We conclude that Antarctic soil bacterial diversity patterns and community structure identified in this study do not conform closely to the current ACBR classification, which is based primarily on data representing eukaryotic organisms, often from limited taxonomic groups. This might be due to the fact that prokaryotic soil communities, even in a single sample, are hugely diverse, represent a wide range of physiologies and functions, and are likely to be influenced by different distributional and dispersal drivers compared to eukaryotes. Soil prokaryotes may also exhibit higher levels of resistance and resilience to environmental stressors than higher organisms, which dominate the ACBR categories [110, 114, 118]. Furthermore, bacterial distributions are also based on soil heterogeneity and the presence of favorable microenvironments [85, 110, 114, 118]. Our results further suggest that Antarctic bacterial communities, and particularly the identified indicator taxa, might be impacted by climatic and other environmental changes in the different ACBRs [145].

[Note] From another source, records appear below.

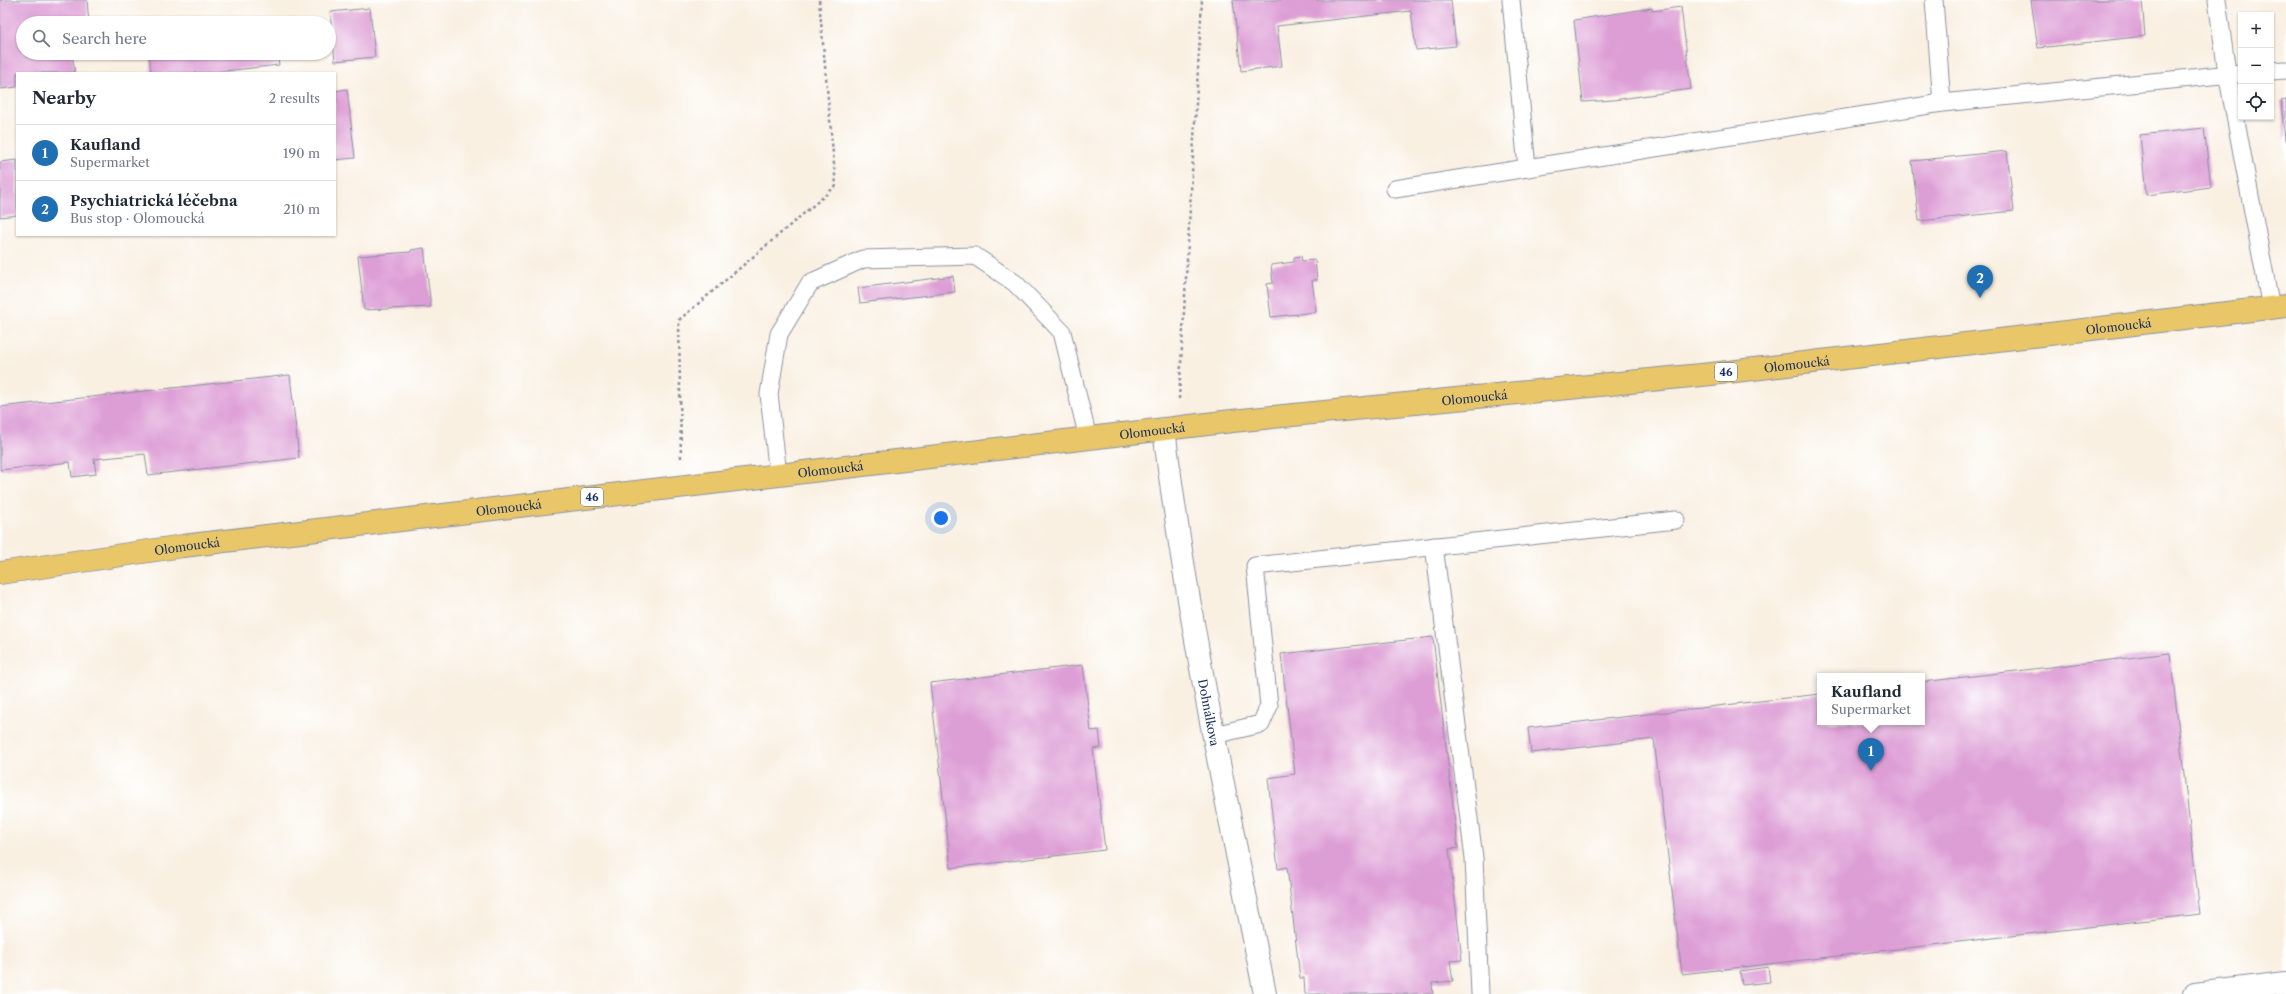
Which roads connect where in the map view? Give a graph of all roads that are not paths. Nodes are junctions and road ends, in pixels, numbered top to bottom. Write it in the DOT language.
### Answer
graph roads {
  1 [pos="1511,0"];
  2 [pos="1934,0"];
  3 [pos="2217,0"];
  4 [pos="2286,70"];
  5 [pos="2274,71"];
  6 [pos="2234,73"];
  7 [pos="1942,103"];
  8 [pos="1527,168"];
  9 [pos="1395,188"];
  10 [pos="2278,307"];
  11 [pos="1171,429"];
  12 [pos="1088,438"];
  13 [pos="778,475"];
  14 [pos="1676,520"];
  15 [pos="1434,546"];
  16 [pos="10,572"];
  17 [pos="1214,735"];
  18 [pos="2286,983"];
  19 [pos="1265,994"];
  20 [pos="1480,994"];
  21 [pos="2195,994"];
  1 -- 8 [label="lane"];
  2 -- 7 [label="lane"];
  3 -- 6 [label="lane"];
  4 -- 5 [label="lane"];
  6 -- 7 [label="lane"];
  6 -- 10 [label="lane"];
  7 -- 8 [label="lane"];
  8 -- 9 [label="lane"];
  10 -- 11 [label="main road, Olomoucká / 46"];
  11 -- 12 [label="main road, Olomoucká / 46"];
  11 -- 17 [label="street, Dohnálkova"];
  12 -- 13 [label="main road, Olomoucká / 46"];
  12 -- 13 [label="lane"];
  13 -- 16 [label="main road, Olomoucká / 46"];
  14 -- 15 [label="lane"];
  15 -- 17 [label="lane"];
  15 -- 20 [label="lane"];
  17 -- 19 [label="street, Dohnálkova"];
  18 -- 21 [label="street"];
}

The combined dataset used in this study represents a comprehensive baseline upon which future studies of Antarctic microbial ecology can be developed, and the outcomes of this study can also be used to bolster biodiversity conservation efforts on the continent and its associated islands. However, considering how soil geochemistry can vary at the micro-scale [146, 147] and how these microbial microenvironments and refugia are important in shaping microbial communities [118], future increased coverage of soil sampling design across Antarctica would allow for the development of a more robust ACBR-style classification including information derived from prokaryotic communities and also extending to islands that lie beyond the region of Antarctic Treaty governance. Therefore, further studies are clearly required and we emphasize the need for more extensive campaigns to systematically sample and better characterize Antarctic soil microbial communities. In particular, more even and representative mapping of Antarctic microbial distributions is required with, at present, some areas being relatively well studied (e.g., the Antarctic Peninsula and parts of Victoria Land) and others being heavily underrepresented [7, 139, 148]. Similarly, extensive microbial diversity and community characterization should also be extended to other microbial habitats such as rocks, freshwater lakes, and ice sheet environments [15, 149,150,151].